In 1696 Newton was appointed Warden of the Mint and moved to Jermyn Street House in London. The next year Newton provided a solution to the ‘Lion’s Paw’ problem presented by Bernoulli, and his solution was read anonymously to the Royal Society. By the end of the 17th century Newton had numerous achievements; he was elected as a Foreign Associate of the Académie des Science (Paris) and became a council member of the Royal Society, and on 26 November 1701 he was elected as a Member of Parliament from Cambridge.
Newton's Mental Health
Isaac Newton’s physical and mental health were issues in his life from the moment he was born prematurely on 25 December 1642. His plight was further compromised when his mother abandoned him to his grandmother at 3 years old. Such early difficulties may have contributed to his mental ailments that troubled him later in his life. (reference)

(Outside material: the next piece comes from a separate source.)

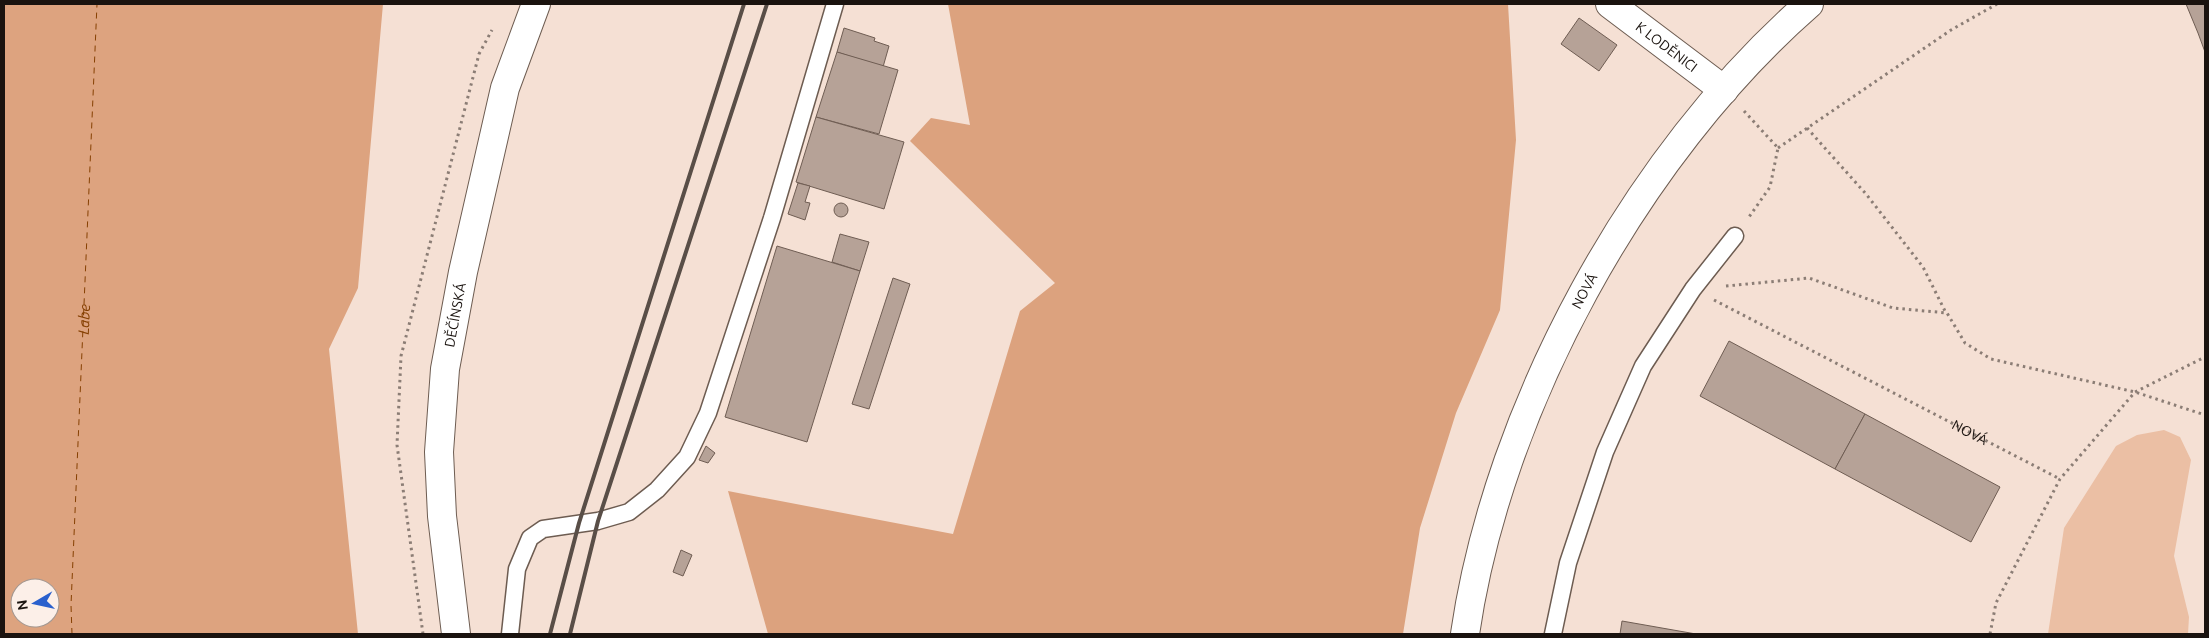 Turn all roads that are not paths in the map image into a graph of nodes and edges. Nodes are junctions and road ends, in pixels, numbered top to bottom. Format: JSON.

There is a suggestion that this mental affliction was attributable to mercury poisoning from his chemical experiments. Indeed, Newton was known to experiment widely in his laboratory with mercury.
Mercury poisoning is associated with ‘. . . morbid irritability, insomnia, and mental hyperactivity’, all the features that Newton displayed throughout his life. Modern studies of Newton’s hair at Cambridge University showed high levels of mercury.